==== Exercise inputs

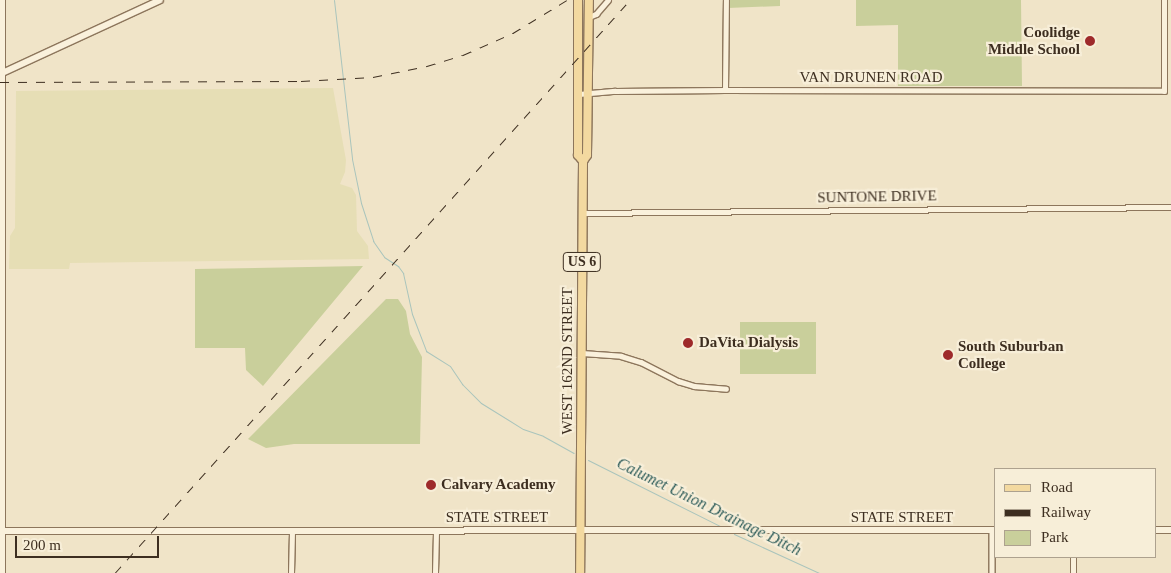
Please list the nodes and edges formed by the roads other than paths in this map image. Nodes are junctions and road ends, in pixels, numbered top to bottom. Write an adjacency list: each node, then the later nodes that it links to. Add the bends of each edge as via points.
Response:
1 (2, 0): 12 (street)
2 (160, 0): 12 (street)
3 (578, 0): 8 (main road, WEST 162ND STREET / US 6)
4 (588, 0): 9 (main road, WEST 162ND STREET / US 6)
5 (608, 0): 9 (street)
6 (726, 0): 13 (street)
7 (1164, 0): 10 (street)
8 (578, 18): 9 (main road); 15 (main road, WEST 162ND STREET / US 6)
9 (588, 18): 14 (main road, WEST 162ND STREET / US 6)
10 (1164, 57): 11 (street); 13 (street, VAN DRUNEN ROAD, via 1164,91)
11 (1171, 57)
12 (1, 74): 25 (street)
13 (725, 90): 14 (street, VAN DRUNEN ROAD)
14 (588, 92): 15 (street, VAN DRUNEN ROAD); 16 (main road, WEST 162ND STREET / US 6, via 587,155)
15 (578, 94): 16 (main road, WEST 162ND STREET / US 6, via 578,155)
16 (583, 161): 18 (main road, WEST 162ND STREET / US 6)
17 (1171, 207): 18 (street, SUNTONE DRIVE)
18 (583, 213): 19 (main road, WEST 162ND STREET / US 6)
19 (582, 353): 20 (street, via 621,356 641,362 678,381); 21 (main road, WEST 162ND STREET / US 6)
20 (726, 389)
21 (581, 530): 22 (street, STATE STREET); 26 (street, STATE STREET); 32 (main road, US 6)
22 (993, 530): 33 (street)
23 (1156, 530): 24 (street)
24 (1171, 530)
25 (1, 531): 27 (street, STATE STREET); 29 (street)
26 (436, 531): 27 (street, STATE STREET); 31 (street)
27 (292, 532): 30 (street)
28 (1073, 558): 34 (street)
29 (2, 573)
30 (292, 573)
31 (435, 573)
32 (580, 573)
33 (992, 573)
34 (1073, 573)

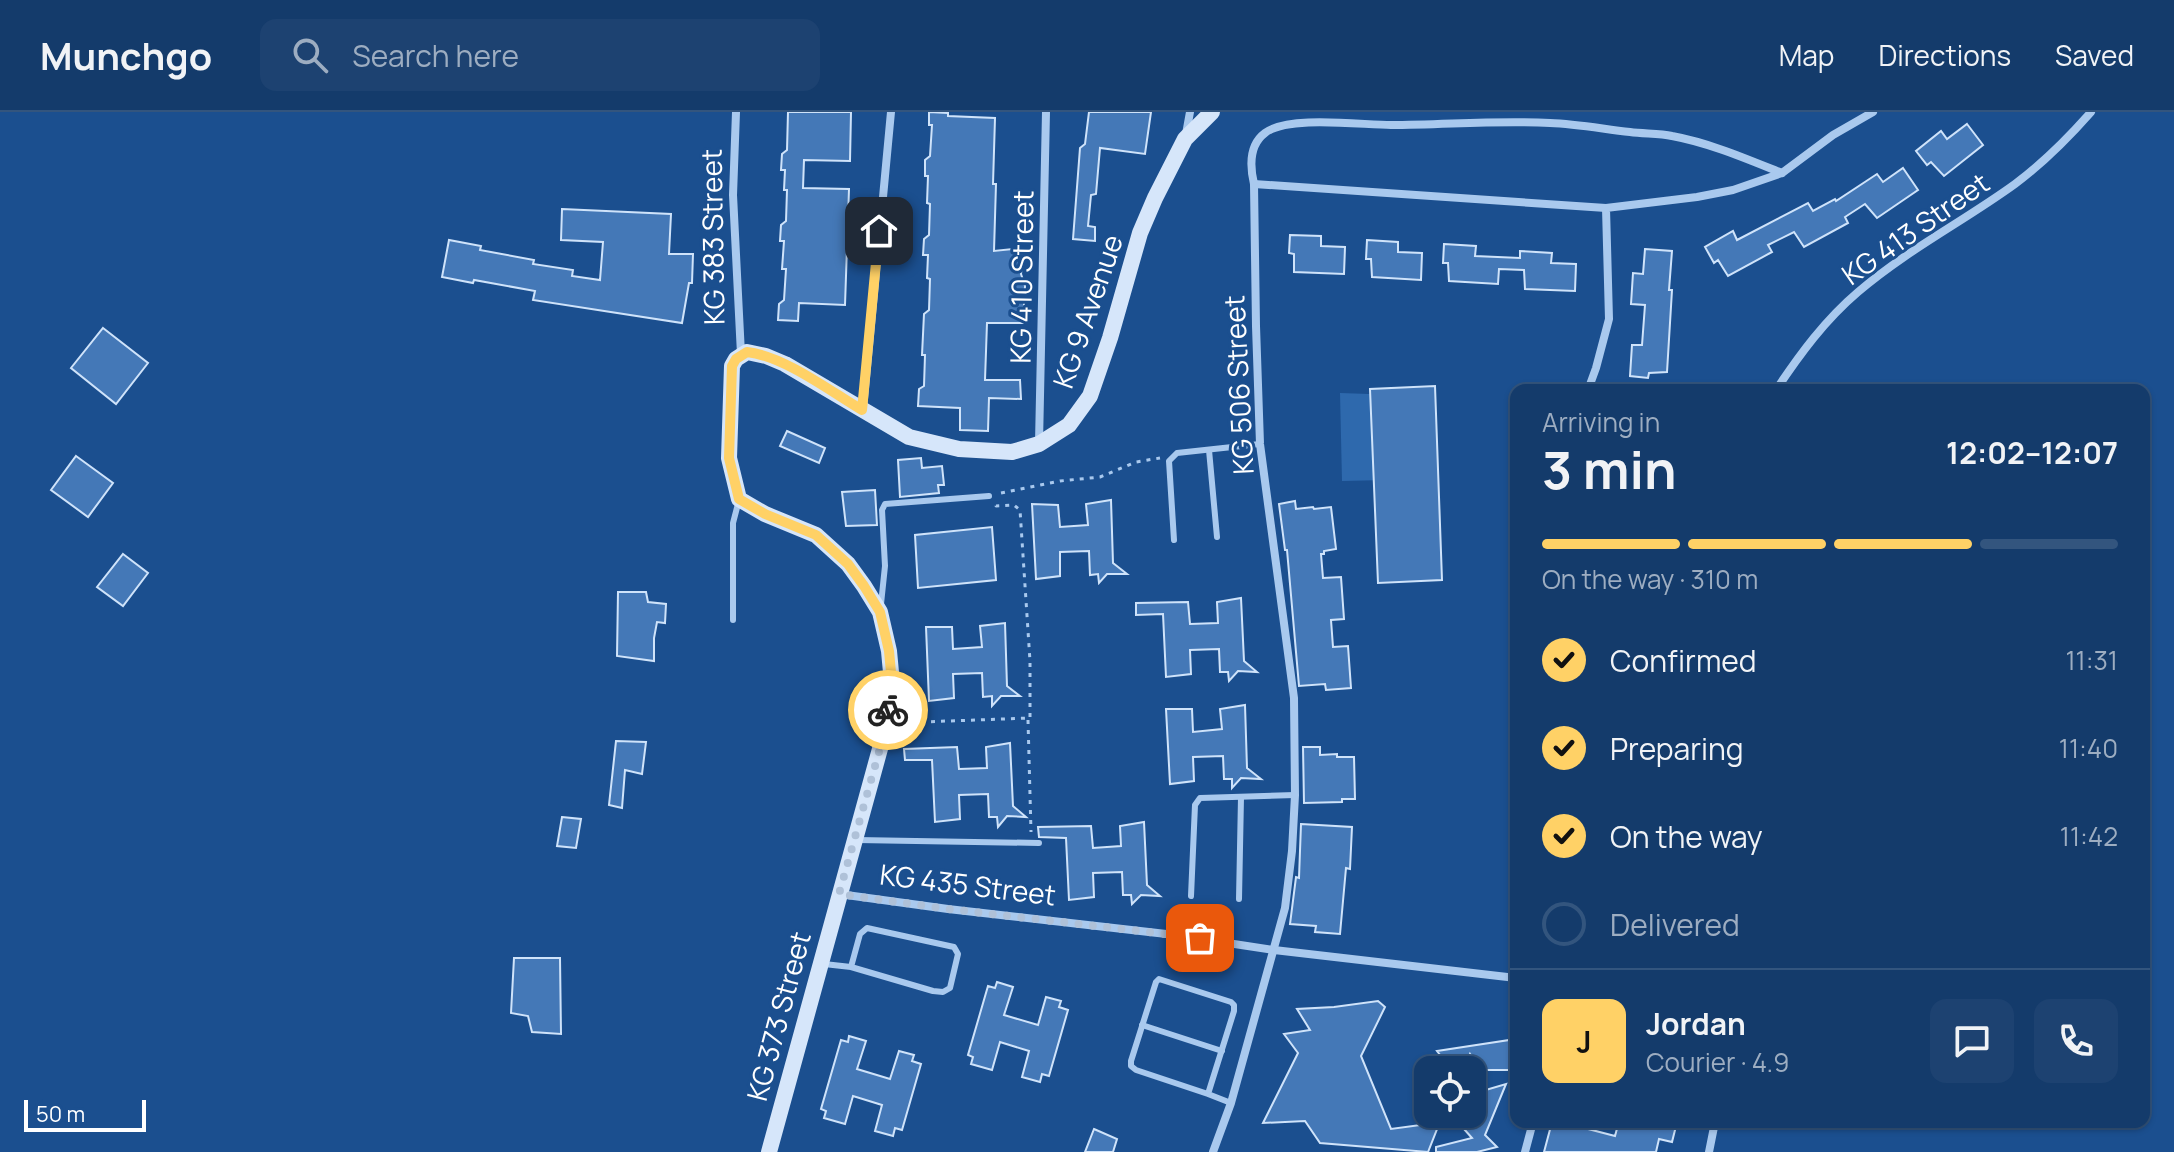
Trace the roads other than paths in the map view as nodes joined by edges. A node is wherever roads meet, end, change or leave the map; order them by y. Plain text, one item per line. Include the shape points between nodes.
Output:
1 (736, 112) edge
2 (891, 112) edge
3 (1046, 112) edge
4 (1190, 112) edge
5 (1212, 112) edge
6 (1873, 112) edge
7 (2091, 112) edge
8 (1185, 139) junction
9 (1782, 173) junction
10 (1254, 184) junction
11 (1606, 208) junction
12 (741, 355) junction
13 (1590, 384) edge
14 (1780, 384) edge
15 (862, 410) junction
16 (1039, 444) junction
17 (1260, 444) junction
18 (1209, 450) junction
19 (989, 496) dead end
20 (739, 499) junction
21 (1217, 537) dead end
22 (1174, 540) dead end
23 (880, 612) junction
24 (733, 620) dead end
25 (1295, 795) junction
26 (1241, 797) junction
27 (854, 840) junction
28 (1036, 843) road end
29 (839, 894) junction
30 (1191, 896) dead end
31 (1239, 899) dead end
32 (1274, 950) junction
33 (819, 963) junction
34 (851, 967) junction
35 (1510, 977) edge
36 (1142, 1025) junction
37 (1222, 1051) junction
38 (1208, 1094) junction
39 (1231, 1103) junction
40 (1531, 1128) edge
41 (1714, 1128) edge
42 (769, 1152) edge
43 (1213, 1152) edge
44 (1525, 1152) edge
45 (1709, 1152) edge

1 - 12 street, KG 383 Street via 733,195
2 - 15 street
3 - 16 street, KG 410 Street
4 - 8 street
5 - 8 main road, KG 9 Avenue
6 - 9 street
7 - 14 street, KG 413 Street via 2016,183 1859,291 1807,344
8 - 16 main road, KG 9 Avenue via 1140,233 1090,396 1069,425
9 - 10 street, KG 506 Street via 1671,135 1552,123 1296,123 1261,136 1251,157
9 - 11 street via 1733,190
10 - 11 street
10 - 17 street, KG 506 Street
11 - 13 street via 1609,319
12 - 15 main road, KG 9 Avenue via 747,352 785,364
12 - 20 main road, KG 383 Street via 732,366 729,458
15 - 16 main road, KG 9 Avenue via 909,437 959,449 1012,452
17 - 18 lane
17 - 25 street, KG 506 Street via 1294,698
18 - 21 lane
18 - 22 lane via 1177,453 1169,461
19 - 23 lane via 885,504
20 - 23 main road, KG 435 Street via 816,535 848,564
20 - 24 lane via 733,523
23 - 27 main road, KG 435 Street via 892,683 886,727
25 - 26 lane
25 - 32 street, KG 506 Street via 1285,908
26 - 30 lane via 1197,800
26 - 31 lane
27 - 28 lane
27 - 29 main road, KG 435 Street
29 - 32 street, KG 435 Street
29 - 33 main road, KG 373 Street
32 - 35 street, KG 435 Street
32 - 39 street, KG 506 Street
33 - 34 lane
33 - 42 main road, KG 373 Street
34 - 34 lane via 860,934 867,928 954,947 958,954 950,988 943,992
36 - 37 lane
36 - 37 lane via 1159,979 1204,993 1234,1005
36 - 38 lane via 1131,1066
37 - 38 lane
38 - 39 lane
39 - 43 street, KG 506 Street
40 - 44 street
41 - 45 street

========

-- Task to carry out --
Every line above that holds "dead" should be copied out.

-- Problem solution --
19 (989, 496) dead end
21 (1217, 537) dead end
22 (1174, 540) dead end
24 (733, 620) dead end
30 (1191, 896) dead end
31 (1239, 899) dead end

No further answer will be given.